*** Block opens ***

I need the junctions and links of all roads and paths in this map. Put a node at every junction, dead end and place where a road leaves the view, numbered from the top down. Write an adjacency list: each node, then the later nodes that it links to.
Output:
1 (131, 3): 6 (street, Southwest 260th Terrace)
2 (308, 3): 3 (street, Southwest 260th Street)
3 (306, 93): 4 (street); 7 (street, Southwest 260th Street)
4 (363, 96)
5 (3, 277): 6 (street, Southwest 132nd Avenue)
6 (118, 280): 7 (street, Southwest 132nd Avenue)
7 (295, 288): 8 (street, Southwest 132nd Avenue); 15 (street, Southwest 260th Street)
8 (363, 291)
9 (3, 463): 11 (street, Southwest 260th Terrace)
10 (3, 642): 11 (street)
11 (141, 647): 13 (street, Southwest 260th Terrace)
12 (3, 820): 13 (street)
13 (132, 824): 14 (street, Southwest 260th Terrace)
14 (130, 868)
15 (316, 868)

*** Block closes ***

◆ Assigned task ◆
Please print the listing exactly, keeping each line as it is.

◆ Exercise answer ◆
I need the junctions and links of all roads and paths in this map. Put a node at every junction, dead end and place where a road leaves the view, numbered from the top down. Write an adjacency list: each node, then the later nodes that it links to.
Output:
1 (131, 3): 6 (street, Southwest 260th Terrace)
2 (308, 3): 3 (street, Southwest 260th Street)
3 (306, 93): 4 (street); 7 (street, Southwest 260th Street)
4 (363, 96)
5 (3, 277): 6 (street, Southwest 132nd Avenue)
6 (118, 280): 7 (street, Southwest 132nd Avenue)
7 (295, 288): 8 (street, Southwest 132nd Avenue); 15 (street, Southwest 260th Street)
8 (363, 291)
9 (3, 463): 11 (street, Southwest 260th Terrace)
10 (3, 642): 11 (street)
11 (141, 647): 13 (street, Southwest 260th Terrace)
12 (3, 820): 13 (street)
13 (132, 824): 14 (street, Southwest 260th Terrace)
14 (130, 868)
15 (316, 868)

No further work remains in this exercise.